(ASSIGNED TASK) Each line in the listing below that holds "Falmead" should be counted; reply with that number only.

=== Section Start ===

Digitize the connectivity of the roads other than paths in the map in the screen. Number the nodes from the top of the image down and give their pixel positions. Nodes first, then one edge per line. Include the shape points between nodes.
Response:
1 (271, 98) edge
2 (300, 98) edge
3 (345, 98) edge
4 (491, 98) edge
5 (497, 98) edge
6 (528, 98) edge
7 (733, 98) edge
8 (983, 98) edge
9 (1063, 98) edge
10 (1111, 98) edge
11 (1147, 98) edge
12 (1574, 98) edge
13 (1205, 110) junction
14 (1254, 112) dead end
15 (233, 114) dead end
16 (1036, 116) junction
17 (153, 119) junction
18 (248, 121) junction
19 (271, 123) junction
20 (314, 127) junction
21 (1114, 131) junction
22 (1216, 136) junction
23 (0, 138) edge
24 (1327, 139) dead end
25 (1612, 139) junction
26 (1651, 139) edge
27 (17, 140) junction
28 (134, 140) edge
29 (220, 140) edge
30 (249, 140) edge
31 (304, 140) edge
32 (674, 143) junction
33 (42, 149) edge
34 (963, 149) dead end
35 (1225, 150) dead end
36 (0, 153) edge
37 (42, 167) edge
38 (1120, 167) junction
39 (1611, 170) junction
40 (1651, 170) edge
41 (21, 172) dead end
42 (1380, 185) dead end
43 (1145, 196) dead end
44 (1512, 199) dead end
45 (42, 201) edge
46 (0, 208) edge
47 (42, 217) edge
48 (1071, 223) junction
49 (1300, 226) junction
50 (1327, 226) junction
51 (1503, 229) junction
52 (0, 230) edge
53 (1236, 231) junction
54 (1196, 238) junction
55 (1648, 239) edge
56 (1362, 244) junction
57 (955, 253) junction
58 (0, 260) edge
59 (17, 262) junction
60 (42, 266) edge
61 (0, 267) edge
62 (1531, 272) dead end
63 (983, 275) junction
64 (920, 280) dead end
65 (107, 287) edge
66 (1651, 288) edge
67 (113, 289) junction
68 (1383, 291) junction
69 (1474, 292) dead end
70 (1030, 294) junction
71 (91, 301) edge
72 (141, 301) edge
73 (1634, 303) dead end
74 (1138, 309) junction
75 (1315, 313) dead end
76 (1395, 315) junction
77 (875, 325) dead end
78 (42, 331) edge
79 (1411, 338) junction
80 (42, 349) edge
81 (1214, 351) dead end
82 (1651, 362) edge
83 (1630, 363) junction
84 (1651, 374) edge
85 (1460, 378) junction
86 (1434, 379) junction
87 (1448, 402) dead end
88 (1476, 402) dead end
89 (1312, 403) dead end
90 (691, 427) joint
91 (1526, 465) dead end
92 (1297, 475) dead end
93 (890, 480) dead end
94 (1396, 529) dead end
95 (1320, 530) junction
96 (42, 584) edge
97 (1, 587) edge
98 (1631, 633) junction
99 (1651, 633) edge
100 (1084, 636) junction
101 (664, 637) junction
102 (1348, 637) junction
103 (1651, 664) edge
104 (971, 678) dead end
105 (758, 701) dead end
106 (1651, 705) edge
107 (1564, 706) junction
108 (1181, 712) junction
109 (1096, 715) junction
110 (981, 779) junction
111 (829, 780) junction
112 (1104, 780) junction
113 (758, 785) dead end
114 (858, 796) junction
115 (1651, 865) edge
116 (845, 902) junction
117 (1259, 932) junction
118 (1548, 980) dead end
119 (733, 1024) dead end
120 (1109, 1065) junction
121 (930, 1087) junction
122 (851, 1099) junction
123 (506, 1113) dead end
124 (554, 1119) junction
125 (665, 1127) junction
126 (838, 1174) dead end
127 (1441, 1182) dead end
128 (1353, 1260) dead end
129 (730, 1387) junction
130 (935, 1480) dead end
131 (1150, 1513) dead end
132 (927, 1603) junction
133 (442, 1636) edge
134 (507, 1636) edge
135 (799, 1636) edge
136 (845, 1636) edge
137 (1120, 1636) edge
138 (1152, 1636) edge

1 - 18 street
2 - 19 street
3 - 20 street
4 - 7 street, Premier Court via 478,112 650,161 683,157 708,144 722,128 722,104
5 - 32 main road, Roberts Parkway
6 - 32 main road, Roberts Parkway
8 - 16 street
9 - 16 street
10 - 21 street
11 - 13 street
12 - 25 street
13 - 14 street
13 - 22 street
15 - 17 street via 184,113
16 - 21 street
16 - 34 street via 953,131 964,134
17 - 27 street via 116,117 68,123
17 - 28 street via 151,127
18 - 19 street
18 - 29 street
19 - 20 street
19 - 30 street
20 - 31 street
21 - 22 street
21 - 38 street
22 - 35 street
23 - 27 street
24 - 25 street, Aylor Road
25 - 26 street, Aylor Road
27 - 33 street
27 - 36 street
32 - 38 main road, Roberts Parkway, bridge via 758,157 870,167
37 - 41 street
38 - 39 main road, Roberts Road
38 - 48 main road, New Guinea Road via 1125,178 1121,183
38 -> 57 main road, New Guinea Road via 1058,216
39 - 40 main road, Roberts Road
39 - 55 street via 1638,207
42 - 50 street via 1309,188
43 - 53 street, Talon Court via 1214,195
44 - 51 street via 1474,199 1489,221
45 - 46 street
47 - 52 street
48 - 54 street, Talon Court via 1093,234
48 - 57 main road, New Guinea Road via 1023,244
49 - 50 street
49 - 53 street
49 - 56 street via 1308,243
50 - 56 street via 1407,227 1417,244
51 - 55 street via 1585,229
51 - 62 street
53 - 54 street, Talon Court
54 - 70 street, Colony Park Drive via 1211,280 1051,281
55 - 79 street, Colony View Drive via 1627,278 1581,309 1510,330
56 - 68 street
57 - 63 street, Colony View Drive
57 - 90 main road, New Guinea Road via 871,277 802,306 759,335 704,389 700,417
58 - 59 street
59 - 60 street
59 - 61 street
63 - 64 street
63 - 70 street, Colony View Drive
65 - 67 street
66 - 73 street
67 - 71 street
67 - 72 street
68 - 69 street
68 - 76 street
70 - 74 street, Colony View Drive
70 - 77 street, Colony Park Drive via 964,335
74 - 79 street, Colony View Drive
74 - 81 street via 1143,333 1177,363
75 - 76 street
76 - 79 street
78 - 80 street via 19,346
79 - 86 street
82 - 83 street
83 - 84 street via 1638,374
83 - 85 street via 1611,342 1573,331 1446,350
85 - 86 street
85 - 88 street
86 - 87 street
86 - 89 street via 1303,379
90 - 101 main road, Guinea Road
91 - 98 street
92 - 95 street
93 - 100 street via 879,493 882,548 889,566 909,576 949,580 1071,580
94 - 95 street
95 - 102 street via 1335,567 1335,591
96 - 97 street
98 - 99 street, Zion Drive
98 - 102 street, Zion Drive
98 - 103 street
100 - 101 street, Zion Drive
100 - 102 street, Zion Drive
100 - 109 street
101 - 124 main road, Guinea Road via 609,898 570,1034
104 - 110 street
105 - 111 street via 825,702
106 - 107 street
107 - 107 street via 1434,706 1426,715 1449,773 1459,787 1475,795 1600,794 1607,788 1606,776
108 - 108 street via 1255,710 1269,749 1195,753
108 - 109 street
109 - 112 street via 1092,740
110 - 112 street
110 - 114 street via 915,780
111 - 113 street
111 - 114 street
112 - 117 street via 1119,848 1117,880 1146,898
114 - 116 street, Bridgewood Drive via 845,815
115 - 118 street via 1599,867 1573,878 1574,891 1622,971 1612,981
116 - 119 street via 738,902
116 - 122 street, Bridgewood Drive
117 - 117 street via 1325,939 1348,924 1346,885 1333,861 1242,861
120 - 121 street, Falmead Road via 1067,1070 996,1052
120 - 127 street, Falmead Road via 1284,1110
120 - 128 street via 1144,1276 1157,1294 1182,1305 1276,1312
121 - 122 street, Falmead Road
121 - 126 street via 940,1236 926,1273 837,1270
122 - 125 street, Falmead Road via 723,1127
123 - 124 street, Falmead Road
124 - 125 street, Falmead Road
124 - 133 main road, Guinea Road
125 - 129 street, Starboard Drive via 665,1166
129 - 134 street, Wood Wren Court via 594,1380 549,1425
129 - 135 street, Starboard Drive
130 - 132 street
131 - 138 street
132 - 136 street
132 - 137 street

=== Section End ===

(OUTPUT OF THE TASK) 6